What’s strangest is the raceless quality of the story — which never explores the prickly currents of Frida’s attraction to a white man of this economic bracket or her experience as a brown-skinned Black woman in such a white milieu. Stuck on the surface of Frida’s story, Tatum’s dexterity as a performer is tested. Toward the end of the film, Slater is found repeating similar verbiage from the video Frida played before the gala, apologizing until he is basically screaming “I am sorry,” spittle flying, face tense, body curved and crouched low. But like any man too self-involved and unhealed to confront the truth of himself, he doesn’t even say what he’s apologizing for.
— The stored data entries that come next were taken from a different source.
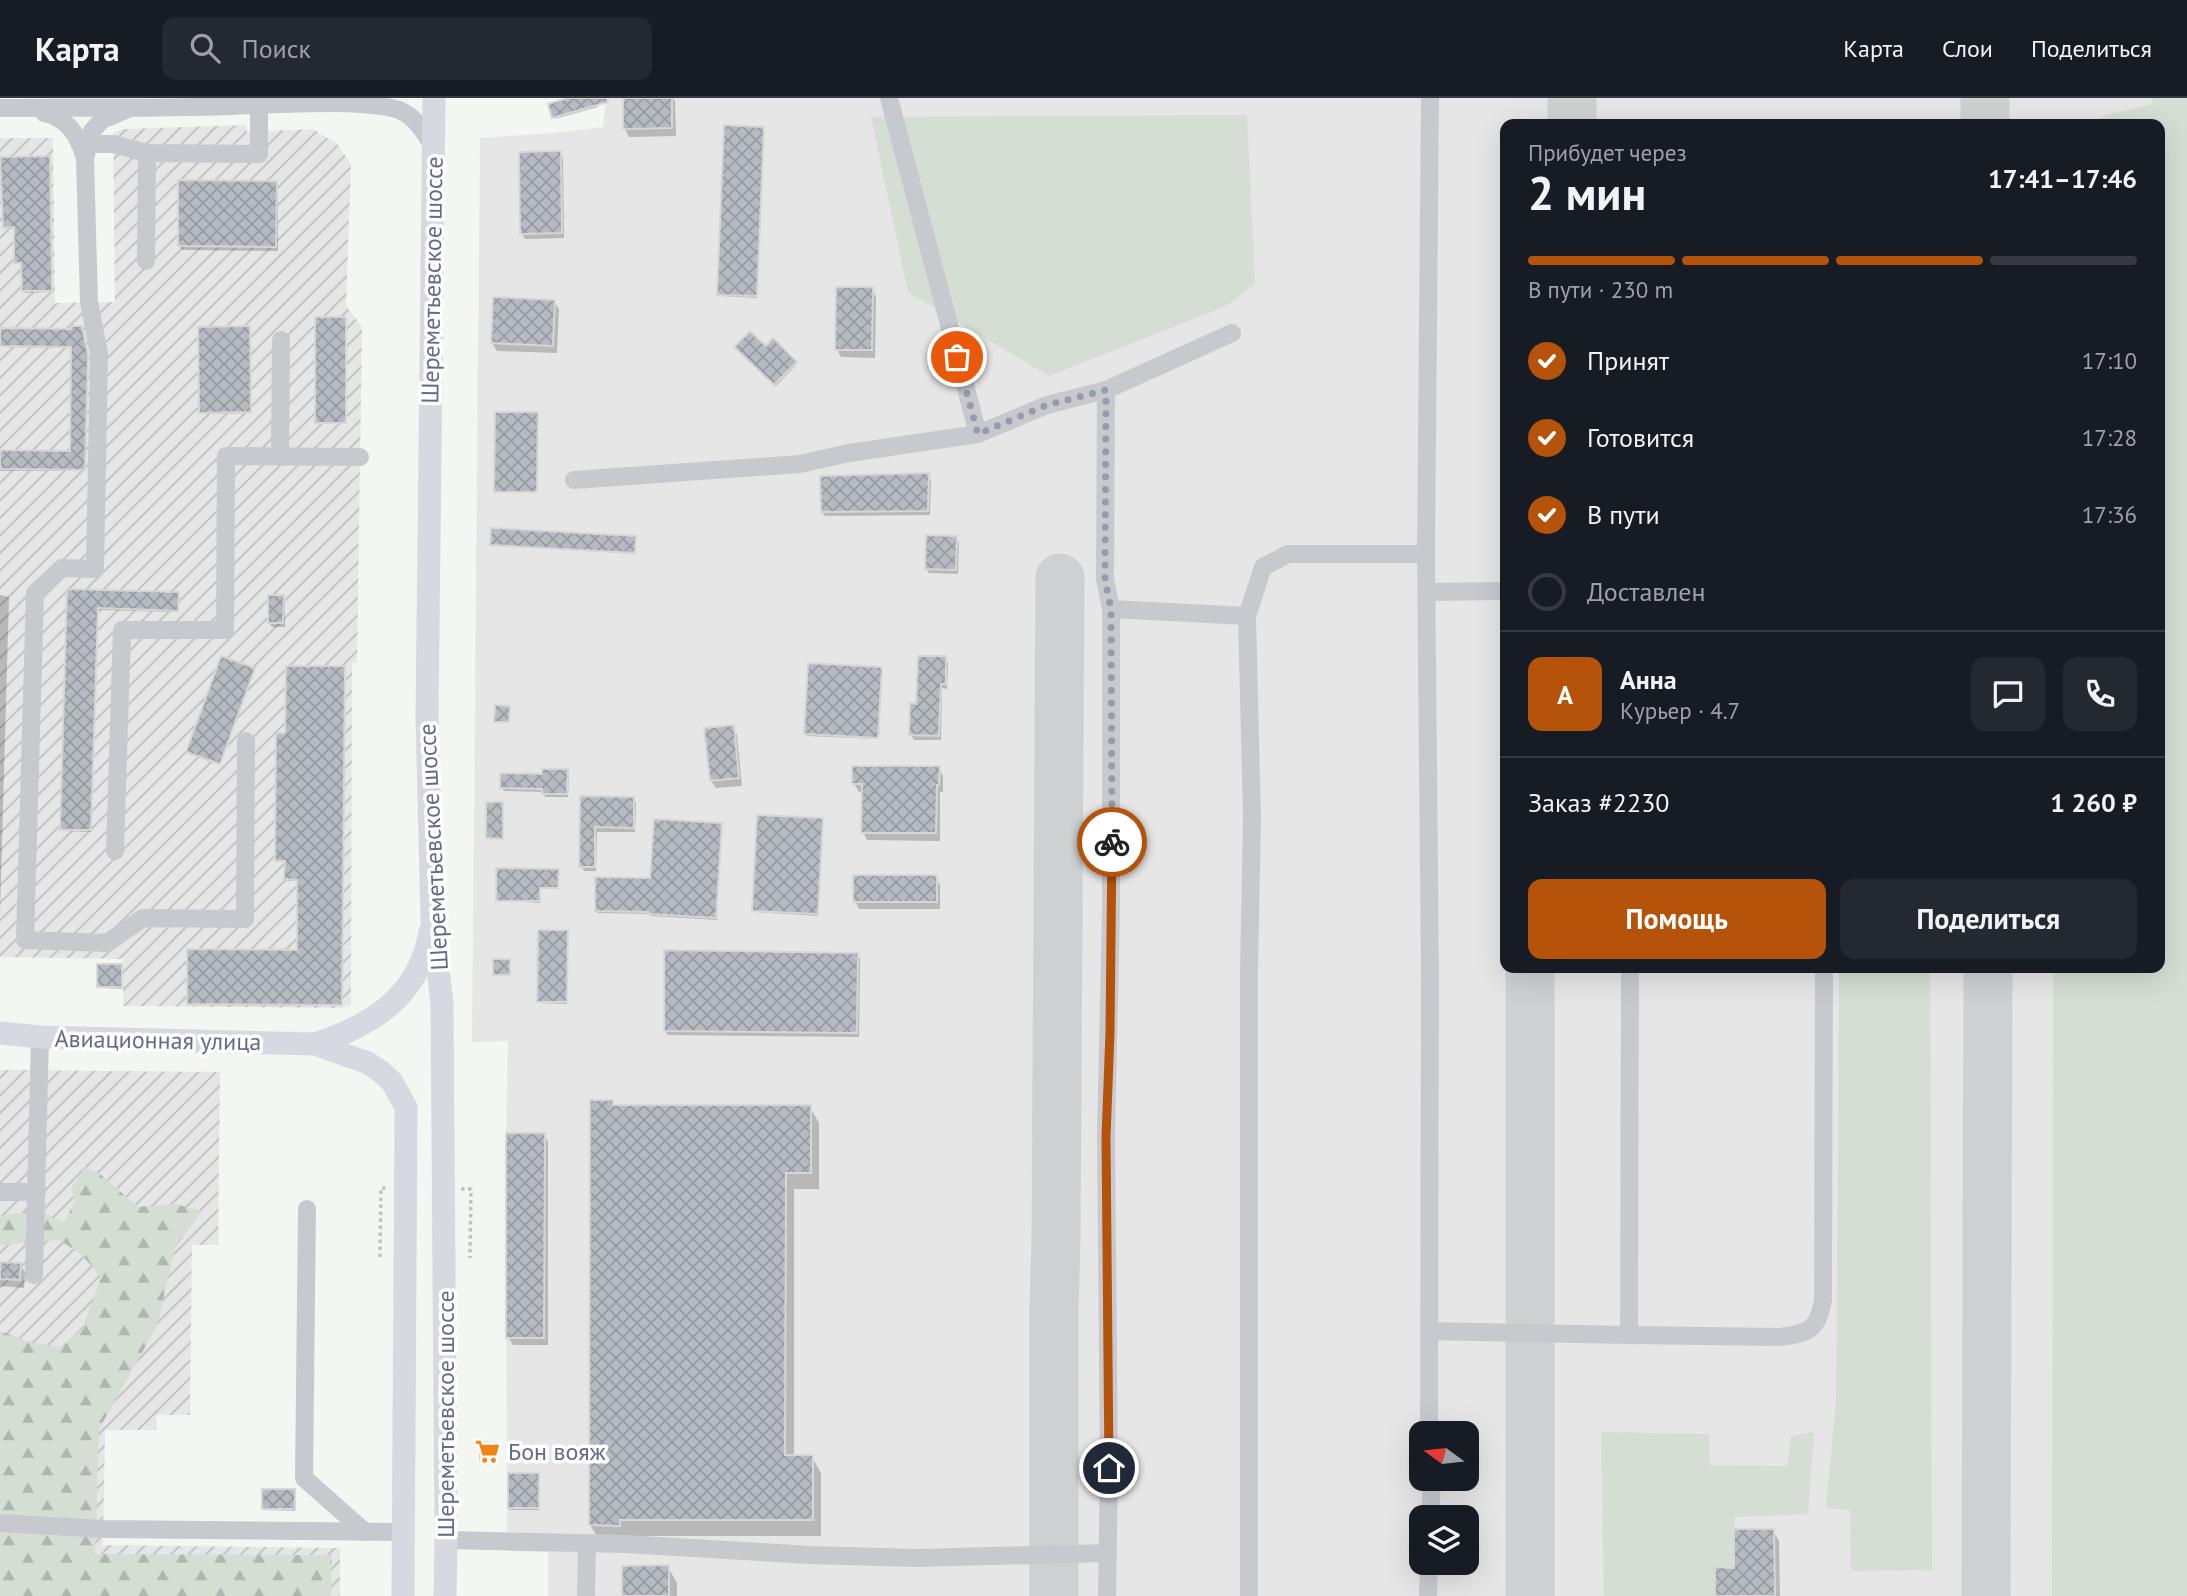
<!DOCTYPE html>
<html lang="ru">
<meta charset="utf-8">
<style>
body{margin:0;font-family:"PT Sans",sans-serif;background:#242831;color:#f1f3f6;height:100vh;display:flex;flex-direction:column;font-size:26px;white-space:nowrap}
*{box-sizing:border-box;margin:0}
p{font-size:23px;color:#9ea1a6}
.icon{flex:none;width:38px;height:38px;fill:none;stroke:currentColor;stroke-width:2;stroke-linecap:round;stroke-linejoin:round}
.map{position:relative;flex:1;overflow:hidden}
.details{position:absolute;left:1500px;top:21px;width:665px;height:854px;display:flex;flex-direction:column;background:#171b24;border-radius:14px;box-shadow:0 7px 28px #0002}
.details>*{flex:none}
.needle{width:46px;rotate:285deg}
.controls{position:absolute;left:1409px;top:1323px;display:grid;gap:14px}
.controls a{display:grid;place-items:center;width:70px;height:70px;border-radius:14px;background:#171b24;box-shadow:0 7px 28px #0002;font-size:35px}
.pin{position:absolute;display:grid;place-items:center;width:60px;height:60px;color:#fff;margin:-30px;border:4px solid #fff;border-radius:50%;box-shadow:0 2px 7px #0007}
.courier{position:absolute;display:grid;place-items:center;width:70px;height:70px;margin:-35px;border:5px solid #b45309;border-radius:50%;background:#fff;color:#222;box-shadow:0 2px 9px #0007}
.summary em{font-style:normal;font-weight:600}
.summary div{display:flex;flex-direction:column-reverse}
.summary{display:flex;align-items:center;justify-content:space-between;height:119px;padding:0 28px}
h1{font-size:46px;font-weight:600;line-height:52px}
.bar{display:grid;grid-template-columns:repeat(4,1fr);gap:10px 7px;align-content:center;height:84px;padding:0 28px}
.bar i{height:9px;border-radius:5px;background:#363941}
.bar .active{background:#b45309}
.bar p{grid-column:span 4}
.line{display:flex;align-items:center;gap:18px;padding:0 28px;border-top:2px solid #363941}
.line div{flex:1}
.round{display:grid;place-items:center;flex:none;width:74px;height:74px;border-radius:14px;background:#242831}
ol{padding:0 28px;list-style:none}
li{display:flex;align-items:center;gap:21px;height:77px}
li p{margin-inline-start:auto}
li .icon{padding:7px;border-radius:50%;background:#b45309;color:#fff;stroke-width:4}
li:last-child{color:#9ea1a6}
li i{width:38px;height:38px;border:4px solid #363941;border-radius:50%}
.primary-button{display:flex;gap:14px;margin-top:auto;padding:14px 28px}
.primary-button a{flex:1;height:80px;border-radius:14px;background:#b45309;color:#fff;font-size:28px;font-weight:600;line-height:80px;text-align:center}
.primary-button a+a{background:#242831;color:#f1f3f6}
header{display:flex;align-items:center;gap:42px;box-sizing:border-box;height:98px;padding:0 35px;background:#171b24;border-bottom:2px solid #363941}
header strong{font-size:33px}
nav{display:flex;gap:38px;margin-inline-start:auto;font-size:24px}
.search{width:490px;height:63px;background:#242831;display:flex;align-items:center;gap:18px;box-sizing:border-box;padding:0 24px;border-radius:14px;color:#9ea1a6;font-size:26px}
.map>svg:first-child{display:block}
</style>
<header>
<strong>Карта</strong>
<div class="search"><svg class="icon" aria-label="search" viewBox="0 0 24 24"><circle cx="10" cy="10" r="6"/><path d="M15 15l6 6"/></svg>Поиск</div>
<nav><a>Карта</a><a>Слои</a><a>Поделиться</a></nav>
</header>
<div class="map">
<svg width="2187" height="1498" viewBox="0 0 2187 1498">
<defs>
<pattern id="industrial-furrows" width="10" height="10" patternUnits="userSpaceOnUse" patternTransform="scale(1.75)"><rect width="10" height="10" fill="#e5e6e5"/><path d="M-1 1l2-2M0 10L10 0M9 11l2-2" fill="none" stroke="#bdbebf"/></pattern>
<pattern id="forest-firs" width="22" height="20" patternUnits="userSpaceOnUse" patternTransform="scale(1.75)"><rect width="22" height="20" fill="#d4ded2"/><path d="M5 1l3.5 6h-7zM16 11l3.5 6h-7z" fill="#afb8b0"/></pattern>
<pattern id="building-cross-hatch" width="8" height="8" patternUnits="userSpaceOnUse" patternTransform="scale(1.75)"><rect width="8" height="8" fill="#b6bac1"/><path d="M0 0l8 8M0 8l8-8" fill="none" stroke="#979ba2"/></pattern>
</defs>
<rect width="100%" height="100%" fill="#f4f6f1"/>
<path fill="#e5e6e5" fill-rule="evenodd" d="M606,0H2187V1498H548V1454L507,1453L506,1035L508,943L472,944L480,40L554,35L603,29ZM1505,26H2160V870H1505ZM1421,1335H1466V1381H1421ZM1421,1419H1466V1465H1421Z"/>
<g fill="url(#industrial-furrows)">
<path d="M246,27L247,34L313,31L337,46L351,66L346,208L362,229L357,564L352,565L351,907L342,910L123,908V861L0,859V40H53L55,205L115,204L113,35L124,31Z"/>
<path d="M0,972L220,974L218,1147H192L190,1317H157L156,1332H105L103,1447L340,1450V1498H0Z"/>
</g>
<g fill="#d4ded2">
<path d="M2153,0H2187V1498H2052L2053,870H2160V26H2092L2103,18L2152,6Z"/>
<path d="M1247,17L1255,186L1226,208L1049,278L908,194L871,19Z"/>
<path d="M1839,870H1930L1932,1472L1851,1473L1850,1412L1826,1410L1836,1304Z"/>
<path d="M1601,1334L1709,1336L1710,1367L1787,1368L1791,1338L1814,1334L1808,1416L1735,1419L1734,1470H1715V1498H1604Z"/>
</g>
<path fill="url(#forest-firs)" d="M85,1069L99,1075L138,1109L175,1106L202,1113L175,1150L157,1228L99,1331L95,1456L332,1457L331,1498H0V1233L33,1245L60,1249L83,1230L101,1179L83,1158L60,1142L0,1147V1118L39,1112L64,1125L75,1102L71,1091Z"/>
<g fill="#0003">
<path d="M568,0H595L598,9L555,21Z"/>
<path d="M625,0H673L675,4L676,38L629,39L625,31Z"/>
<path d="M764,32L757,200L720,198L719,196Z"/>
<path d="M560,55L563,60L564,140L525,141L522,136Z"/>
<path d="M50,62L52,194L25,195L23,166L16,165L15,131L4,129Z"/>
<path d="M276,85L278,90V153L182,152L179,148Z"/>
<path d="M872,191L876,199L875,260L841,259L837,251Z"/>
<path d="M554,204L559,211L557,255L497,253L492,245Z"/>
<path d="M346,222V326H318L317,324Z"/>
<path d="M249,230L251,315L202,316L201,314Z"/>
<path d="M0,231L73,233L88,260L86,373H0V386V354L72,355V250L0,249Z"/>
<path d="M766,250L796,267L776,288L737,251Z"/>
<path d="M538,318L537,395H497L495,393Z"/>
<path d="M928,377L931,382L930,417L825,418L822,414Z"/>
<path d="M635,439L636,456L492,447Z"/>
<path d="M956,440L959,445L958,476L929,475L926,471Z"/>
<path d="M68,493L178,496L179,498L178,514L98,512L91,734L63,733L61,731Z"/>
<path d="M0,497L9,499L0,816Z"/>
<path d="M283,498L285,503V529H272L269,524Z"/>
<path d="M945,560L948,565L947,591L942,590L941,642H914L911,637L918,607Z"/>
<path d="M881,570L879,641L807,638L806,636Z"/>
<path d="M254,572L220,667L189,656L188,654Z"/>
<path d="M345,572L342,908L190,907L188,905L299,853V783H287L286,764L277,762L287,636Z"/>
<path d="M733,629L737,637L742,688L716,690L711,683Z"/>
<path d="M939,670L943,678V694H940V743L867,742L863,734V694H859L854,686Z"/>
<path d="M567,673L569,676L568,699H545L543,694L504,693L502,690Z"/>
<path d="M582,700H633L636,705L635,734H597L596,773H584L581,768Z"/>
<path d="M822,722L818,818L755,814L753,812Z"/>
<path d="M721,727L717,822L651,818L650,816L598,815L596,813L652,781Z"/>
<path d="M559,774L558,791H540V805L498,802Z"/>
<path d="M936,779L940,787V811H859L855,803Z"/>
<path d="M567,834V906L540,905L539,903Z"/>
<path d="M857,856L860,861L859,939L668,937L665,932Z"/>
<path d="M122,870V891L100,890L99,889Z"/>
<path d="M612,1004L615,1008L810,1009L819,1025V1091H794V1359H812L821,1375V1438H628L600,1443L590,1427Z"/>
<path d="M544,1037L548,1044V1247H513L508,1239Z"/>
<path d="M0,1166L20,1167L25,1174L24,1190L0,1188Z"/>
<path d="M539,1378V1412H510L509,1410Z"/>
<path d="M294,1393L295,1413L264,1412L263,1410Z"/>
<path d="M1773,1433L1779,1443L1780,1498H1717Z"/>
<path d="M668,1469L677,1485V1498H624Z"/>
</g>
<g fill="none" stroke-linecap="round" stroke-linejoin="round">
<g stroke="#ced1d2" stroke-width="49">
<path d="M1985,0V26"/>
<path d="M1572,26V0"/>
<path d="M1530,870V1498"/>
<path d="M1054,1498V1213L1056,1141L1060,480"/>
<path d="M1986,1498L1988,870"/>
</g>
</g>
<g fill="url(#building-cross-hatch)" stroke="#d6d7d4" stroke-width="2">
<path d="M568,0H607L608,4L552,20L548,6Z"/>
<path d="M623,0H672V30L623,31Z"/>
<path d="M724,27L764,29L757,198L717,197Z"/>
<path d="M561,53L562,135L520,136L519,54Z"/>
<path d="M50,58L52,193H22L21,165H14V129L3,130L0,59Z"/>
<path d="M178,82L277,83L276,149L178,148Z"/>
<path d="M836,189H873L872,252H835Z"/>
<path d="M493,199L555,202L553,248L491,245Z"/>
<rect x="315" y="219" width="31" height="106"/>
<path d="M71,228H82L88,257L85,372L0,371V352L70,353L71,249L0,248V230L71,231Z"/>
<path d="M250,228L251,314L199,315L198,229Z"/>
<path d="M750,233L766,248L773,240L797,264L774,287L734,249Z"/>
<path d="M495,314H538L537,394H494Z"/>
<path d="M929,375L928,413L821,414L820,378Z"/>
<path d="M491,430L636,438L635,455L490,447Z"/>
<path d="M926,437L957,438L956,472L925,471Z"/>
<path d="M67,491L179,494L178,513L98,510L91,732H60Z"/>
<path d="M268,497H284L283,525H268Z"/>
<path d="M221,558L255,570L220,666L186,654Z"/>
<path d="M918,558H946V586H941L939,638L909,637L910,605L916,606Z"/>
<path d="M808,565L882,569L878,640L804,636Z"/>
<path d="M286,568H345L342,907L187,906V851L297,852V782L284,781L285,763H275L276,635H285Z"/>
<path d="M495,607L510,608L509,624H494Z"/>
<path d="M734,627L739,680L710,683L704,630Z"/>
<path d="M852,668H940L939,687H937L936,735H861L862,686H852Z"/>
<path d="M542,671H568L567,696H542V691L500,690V675L542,676Z"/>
<path d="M580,698L634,699V730L595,729V769H579Z"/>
<path d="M486,704H503V741L486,740Z"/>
<path d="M757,717L823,720L818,816L752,813Z"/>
<path d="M654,721L722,725L716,820L648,816V814L595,813V779L650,780Z"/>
<path d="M496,770L559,771L558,790H540V803H496Z"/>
<rect x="853" y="777" width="84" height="27"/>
<path d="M538,832H568L567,904H537Z"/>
<path d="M664,852L858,855L857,935L664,933Z"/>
<rect x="493" y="861" width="17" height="16"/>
<rect x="97" y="866" width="25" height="23"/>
<path d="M590,1002H613V1007H811V1075H786L785,1357H813V1422H620V1428L589,1427Z"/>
<path d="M506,1035H545L544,1240H506Z"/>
<path d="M0,1164L21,1165L20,1182L0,1181Z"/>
<path d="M480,1344L496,1345V1362H480Z"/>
<rect x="508" y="1375" width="31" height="35"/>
<rect x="262" y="1391" width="33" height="20"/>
<path d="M1734,1431H1774L1775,1498H1715V1469L1734,1470Z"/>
<path d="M669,1467V1498H622V1468Z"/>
</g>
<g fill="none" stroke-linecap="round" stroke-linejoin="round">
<g stroke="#c0c2c4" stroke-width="3.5" stroke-dasharray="3.5 3.5" stroke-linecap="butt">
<path d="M461,1091H471L470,1160"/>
<path d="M380,1159L381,1090H387"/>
</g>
<g stroke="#c8c9ce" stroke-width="18">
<path d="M889,0L978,336"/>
<path d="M0,10C76,9 153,11 229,8C274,7 359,0 399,12C415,18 426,36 434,50"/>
<path d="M128,11L102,22L92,33L85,60L89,204L99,256L95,471L62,470L35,495L25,842L107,845L143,820L245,821L246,643"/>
<path d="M44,15C68,20 78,37 85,60"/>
<path d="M87,46H113L147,55"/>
<path d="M146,163L147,55L259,56V7"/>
<path d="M1232,235L1106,292L1105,481L1111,511L1247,518L1263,469L1288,456H1426L1430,0"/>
<path d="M280,359L281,242"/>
<path d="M574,382L800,366L849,355L978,336L1047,307L1106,292"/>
<path d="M1426,456L1430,877L1429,1335"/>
<path d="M1427,494L1505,493"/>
<path d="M1247,518L1252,720L1249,872V1498"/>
<path d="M115,753L122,532H225L226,358L360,359"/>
<path d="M0,1094H37"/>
<path d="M307,1111L304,1380L365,1434"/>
<path d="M34,1177L40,939"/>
<path d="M1429,1233L1629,1237L1630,870"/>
<path d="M1629,1237L1780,1239C1809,1235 1818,1232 1823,1202L1824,870"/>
<path d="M1430,1419L1432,1381"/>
<path d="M0,1425L103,1431L403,1434"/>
<path d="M446,1442L626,1446L810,1457L918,1460L1108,1455"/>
<path d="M586,1498L587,1445"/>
<path d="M1107,1498L1109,1370L1106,1039L1111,813V511"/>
<path d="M1428,1498L1429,1465"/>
</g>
<g stroke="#d6d9df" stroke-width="23">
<path d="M434,0L427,620L432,821L442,905L446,1442L445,1498"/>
<path d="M0,935L40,939L315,946L368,965L380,973L392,984L406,1009L403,1498"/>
<path d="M315,946C373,927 419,898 430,834"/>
</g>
</g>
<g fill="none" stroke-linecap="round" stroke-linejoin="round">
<path stroke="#959cab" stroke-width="7" stroke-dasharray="0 12.6" d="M957,259L978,336L1047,307L1106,292L1105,481L1111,511L1112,744"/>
<path stroke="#b45309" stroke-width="9" d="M1109,1370L1106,1039L1110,934L1112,744"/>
</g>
<defs>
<symbol id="supermarket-bare" viewBox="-9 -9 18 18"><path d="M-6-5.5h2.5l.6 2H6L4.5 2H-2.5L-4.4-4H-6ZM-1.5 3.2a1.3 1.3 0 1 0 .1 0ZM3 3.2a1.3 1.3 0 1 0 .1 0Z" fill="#f28415" stroke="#fff" stroke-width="2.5" paint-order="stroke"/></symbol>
</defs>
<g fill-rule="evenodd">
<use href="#supermarket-bare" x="470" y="1336" width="35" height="35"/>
</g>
<g text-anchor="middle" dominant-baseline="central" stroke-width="7" stroke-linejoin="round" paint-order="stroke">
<g font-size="24" fill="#626c85" stroke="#fff">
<text transform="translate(432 182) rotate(-89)">Шереметьевское шоссе</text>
<text transform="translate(433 749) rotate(-93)">Шереметьевское шоссе</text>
<text transform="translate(158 942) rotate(1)">Авиационная улица</text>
<text transform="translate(445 1316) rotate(-90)">Шереметьевское шоссе</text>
</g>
<g font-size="24" fill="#626c85" stroke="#fff" text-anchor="start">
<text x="508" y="1353">Бон вояж</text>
</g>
</g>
</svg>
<div class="controls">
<a><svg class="needle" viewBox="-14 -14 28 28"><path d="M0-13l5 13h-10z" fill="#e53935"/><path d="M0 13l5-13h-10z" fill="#9ea1a6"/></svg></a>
<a><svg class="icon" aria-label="layers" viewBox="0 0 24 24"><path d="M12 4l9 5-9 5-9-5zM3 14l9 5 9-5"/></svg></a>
</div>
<div class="pin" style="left:957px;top:259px;background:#ea580c"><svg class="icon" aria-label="bag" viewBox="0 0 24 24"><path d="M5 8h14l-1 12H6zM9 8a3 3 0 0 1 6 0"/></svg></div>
<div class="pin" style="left:1109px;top:1370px;background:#1f2937"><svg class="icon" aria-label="home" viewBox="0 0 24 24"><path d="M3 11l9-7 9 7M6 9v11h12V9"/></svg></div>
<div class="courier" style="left:1112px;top:744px"><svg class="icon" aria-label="bike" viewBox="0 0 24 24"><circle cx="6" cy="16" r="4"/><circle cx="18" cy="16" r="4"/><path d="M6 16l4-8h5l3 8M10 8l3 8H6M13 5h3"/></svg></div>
<section class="details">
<div class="summary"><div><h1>2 мин</h1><p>Прибудет через</p></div><em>17:41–17:46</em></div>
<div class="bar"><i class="active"></i><i class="active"></i><i class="active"></i><i></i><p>В пути · 230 m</p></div>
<ol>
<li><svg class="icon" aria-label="check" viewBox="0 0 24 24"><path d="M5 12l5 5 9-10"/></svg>Принят<p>17:10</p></li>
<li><svg class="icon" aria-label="check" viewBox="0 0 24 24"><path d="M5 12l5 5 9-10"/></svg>Готовится<p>17:28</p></li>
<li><svg class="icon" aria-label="check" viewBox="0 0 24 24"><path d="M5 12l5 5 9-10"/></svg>В пути<p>17:36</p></li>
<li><i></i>Доставлен</li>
</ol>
<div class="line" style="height:126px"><b class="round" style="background:#b45309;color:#fff">А</b><div><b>Анна</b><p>Курьер · 4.7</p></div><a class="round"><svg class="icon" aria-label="chat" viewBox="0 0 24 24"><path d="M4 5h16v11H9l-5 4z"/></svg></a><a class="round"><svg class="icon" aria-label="phone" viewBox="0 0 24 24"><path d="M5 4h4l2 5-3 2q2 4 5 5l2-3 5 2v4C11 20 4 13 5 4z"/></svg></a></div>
<div class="line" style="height:91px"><div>Заказ #2230</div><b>1 260 ₽</b></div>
<div class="primary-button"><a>Помощь</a><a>Поделиться</a></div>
</section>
</div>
It isn’t entirely Tatum’s fault he can’t physically or emotionally pull this role off. But in the end, his performance is as shallow as the script, lacking the verve and ingenuity that would make Frida’s obsession intriguing. And Kravitz’s camera is too in love with him, too soft-handed to let Tatum be as nasty as the film requires. She hones in on his lips, his arms, his stubble, his smile. It’s too obsessed with the skin of the story to recognize the depths of what an actor’s beauty like Tatum can communicate. Blood is shed, lies are brought to light, yet truth is never found. Blink Twice is ultimately a glimmering bauble that demands to be taken more seriously than it deserves.